OYSTER CREEK GENERATING STATION- NRC INSPECTION REPORT 50-219/03-006

Dear Mr. Skolds:

On June 6, 2003, the U. S. Nuclear Regulatory Commission (NRC) completed an engineering team inspection at your Oyster Creek reactor facility. The enclosed report presents the results of that inspection. The results of this inspection were discussed on June 6, 2003, with Mr. Ernie Harkness and other members of your staff.

This inspection examined activities conducted under your license as they relate to safety and compliance with the Commissions rules and regulations and with the conditions of your operating license. The inspectors reviewed selected procedures and records, observed activities, and interviewed personnel.

Based on the results of this inspection no findings of significance were identified.

In accordance with 10 CFR 2.790 of the NRC's "Rules of Practice," a copy of this letter and its enclosure will be available electronically for public inspection in the NRC Public Document Room or from the Publicly Available Records (PARS) component of NRCs document system (ADAMS). ADAMS is accessible from the NRC Web site at http://www.nrc.gov/reading-rm/adams.html (the Public Electronic Reading Room). We appreciate your cooperation.

Sincerely,

/RA/ by Joseph G. Schoppy for Lawrence T. Doerflein, Chief Systems Evaluation Branch Division of Reactor Safety Docket No. 50-219 License No. DPR-16 Enclosure: Inspection Report 50-219/03-006 w/Attachment: Supplemental Information

Mr. John

SUMMARY OF FINDINGS

IR 05000219/2003-006; 5/19/2003 - 5/23/2003 and 6/2/2003 - 6/6/2003; Oyster Creek

Generating Station; engineering team inspection.

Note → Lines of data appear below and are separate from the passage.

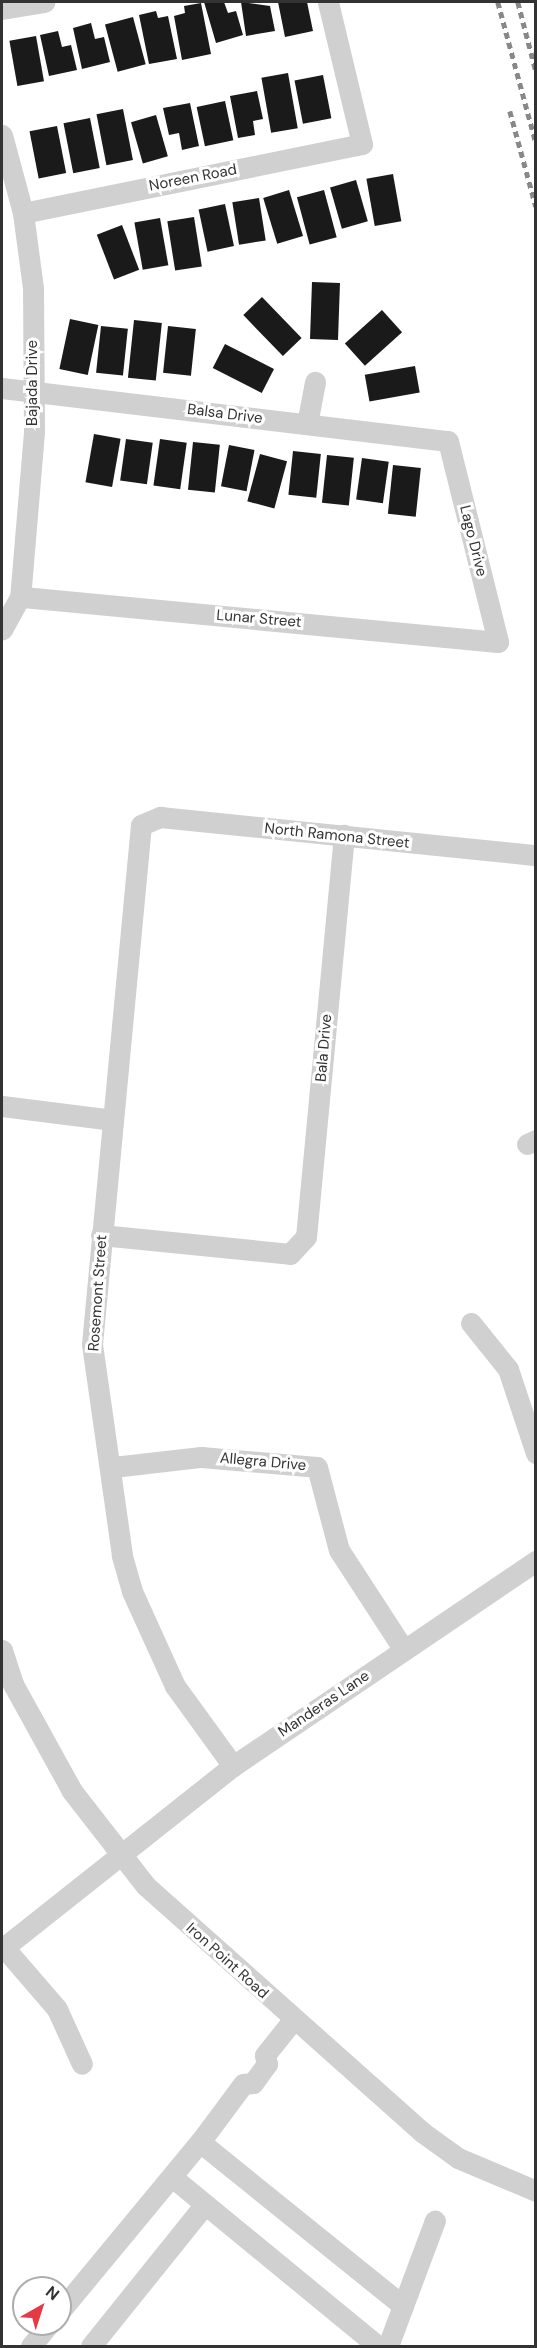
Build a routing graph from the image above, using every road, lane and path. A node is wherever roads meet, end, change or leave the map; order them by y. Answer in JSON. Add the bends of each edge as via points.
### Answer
{"nodes":[{"id":1,"x":44,"y":2,"type":"edge"},
{"id":2,"x":328,"y":2,"type":"edge"},
{"id":3,"x":2,"y":9,"type":"edge"},
{"id":4,"x":2,"y":135,"type":"edge"},
{"id":5,"x":24,"y":213,"type":"junction"},
{"id":6,"x":315,"y":382,"type":"dead end"},
{"id":7,"x":2,"y":388,"type":"edge"},
{"id":8,"x":33,"y":389,"type":"junction"},
{"id":9,"x":307,"y":424,"type":"junction"},
{"id":10,"x":448,"y":441,"type":"joint"},
{"id":11,"x":20,"y":597,"type":"junction"},
{"id":12,"x":2,"y":629,"type":"edge"},
{"id":13,"x":498,"y":642,"type":"joint"},
{"id":14,"x":141,"y":825,"type":"joint"},
{"id":15,"x":344,"y":835,"type":"junction"},
{"id":16,"x":536,"y":855,"type":"edge"},
{"id":17,"x":2,"y":1106,"type":"edge"},
{"id":18,"x":113,"y":1120,"type":"junction"},
{"id":19,"x":101,"y":1235,"type":"junction"},
{"id":20,"x":471,"y":1323,"type":"dead end"},
{"id":21,"x":536,"y":1453,"type":"edge"},
{"id":22,"x":112,"y":1467,"type":"junction"},
{"id":23,"x":536,"y":1561,"type":"edge"},
{"id":24,"x":2,"y":1650,"type":"edge"},
{"id":25,"x":404,"y":1650,"type":"junction"},
{"id":26,"x":233,"y":1766,"type":"junction"},
{"id":27,"x":120,"y":1856,"type":"junction"},
{"id":28,"x":2,"y":1947,"type":"edge"},
{"id":29,"x":293,"y":2020,"type":"junction"},
{"id":30,"x":82,"y":2064,"type":"dead end"},
{"id":31,"x":200,"y":2142,"type":"junction"},
{"id":32,"x":172,"y":2177,"type":"junction"},
{"id":33,"x":536,"y":2191,"type":"edge"},
{"id":34,"x":205,"y":2204,"type":"junction"},
{"id":35,"x":435,"y":2220,"type":"dead end"},
{"id":36,"x":72,"y":2297,"type":"edge"},
{"id":37,"x":403,"y":2306,"type":"junction"},
{"id":38,"x":92,"y":2346,"type":"edge"},
{"id":39,"x":378,"y":2346,"type":"edge"},
{"id":40,"x":388,"y":2346,"type":"edge"}],
"edges":[{"from":1,"to":3,"type":"street"},
{"from":2,"to":5,"type":"street","name":"Noreen Road","via":[[362,144]]},
{"from":4,"to":5,"type":"street","name":"Bajada Drive"},
{"from":5,"to":8,"type":"street","name":"Bajada Drive","via":[[33,288]]},
{"from":6,"to":9,"type":"street"},
{"from":7,"to":8,"type":"street","name":"Balsa Drive"},
{"from":8,"to":9,"type":"street","name":"Balsa Drive"},
{"from":8,"to":11,"type":"street","name":"Bajada Drive"},
{"from":9,"to":10,"type":"street","name":"Balsa Drive"},
{"from":10,"to":13,"type":"street","name":"Lago Drive"},
{"from":11,"to":12,"type":"street","name":"Bajada Drive"},
{"from":11,"to":13,"type":"street","name":"Lunar Street"},
{"from":14,"to":15,"type":"street","name":"North Ramona Street","via":[[160,817]]},
{"from":14,"to":18,"type":"street","name":"Rosemont Street"},
{"from":15,"to":16,"type":"street","name":"North Ramona Street"},
{"from":15,"to":19,"type":"street","name":"Bala Drive","via":[[306,1237],[290,1254]]},
{"from":17,"to":18,"type":"street"},
{"from":18,"to":19,"type":"street","name":"Rosemont Street"},
{"from":19,"to":22,"type":"street","name":"Rosemont Street","via":[[92,1344]]},
{"from":20,"to":21,"type":"street","via":[[508,1369]]},
{"from":22,"to":25,"type":"street","name":"Allegra Drive","via":[[201,1457],[317,1467],[339,1550]]},
{"from":22,"to":26,"type":"street","name":"Rosemont Street","via":[[122,1555],[149,1635],[176,1686]]},
{"from":23,"to":25,"type":"street","name":"Manderas Lane"},
{"from":24,"to":27,"type":"street","name":"Iron Point Road","via":[[13,1684],[72,1791]]},
{"from":25,"to":26,"type":"street","name":"Manderas Lane"},
{"from":26,"to":27,"type":"street","name":"Manderas Lane"},
{"from":27,"to":28,"type":"street","name":"Manderas Lane"},
{"from":27,"to":29,"type":"street","name":"Iron Point Road","via":[[201,1939]]},
{"from":28,"to":30,"type":"street","via":[[57,2009]]},
{"from":29,"to":31,"type":"street","via":[[266,2055],[267,2064],[253,2083],[243,2084]]},
{"from":29,"to":33,"type":"street","name":"Iron Point Road","via":[[431,2138],[458,2157]]},
{"from":31,"to":32,"type":"street"},
{"from":31,"to":37,"type":"street"},
{"from":32,"to":34,"type":"street"},
{"from":32,"to":36,"type":"street"},
{"from":34,"to":38,"type":"street"},
{"from":34,"to":39,"type":"street"},
{"from":35,"to":37,"type":"street"},
{"from":37,"to":40,"type":"street"}]}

The inspection was conducted by a team of region based inspectors during the period May 19, 2003, to June 6, 2003. No findings of significance were identified. The NRCs program for overseeing the safe operation of commercial nuclear power reactors is described in NUREG-1649, Reactor Oversight Process, Revision 3, dated July 2000.

NRC-Identified and Self-Revealing Findings

No findings of significance were identified

Licensee-Identified Violations

None.

ii

REPORT DETAILS

REACTOR SAFETY

Cornerstones: Initiating Events, Mitigating Systems, and Barrier Integrity

1R21 Safety System Design and Performance Capability (IP 71111.21)

a. Inspection Scope

The team reviewed the Oyster Creek design and performance capability of the isolation condenser (IC) system and selected interfacing and supporting systems. Using risk insights derived from the NRC Risk Informed Inspection Notebook for Oyster Creek Generation, the inspectors focused on the IC system capability to remove decay heat from the reactor coolant system in response to a postulated reactor trip and loss of the normal power conversion system. The likelihood of the initiating event of a plant transient is one in ten years. The team focused on components and procedures that would mitigate the consequences of a transient without the plant power conversion system. Systems interfacing with the IC during this accident sequence are: the AC motor-operated isolation valves, the DC motor-operated isolation valves, the shell-side vent lines, the control rod drive (CRD) pumps, IC make-up, and the diesel fire pumps.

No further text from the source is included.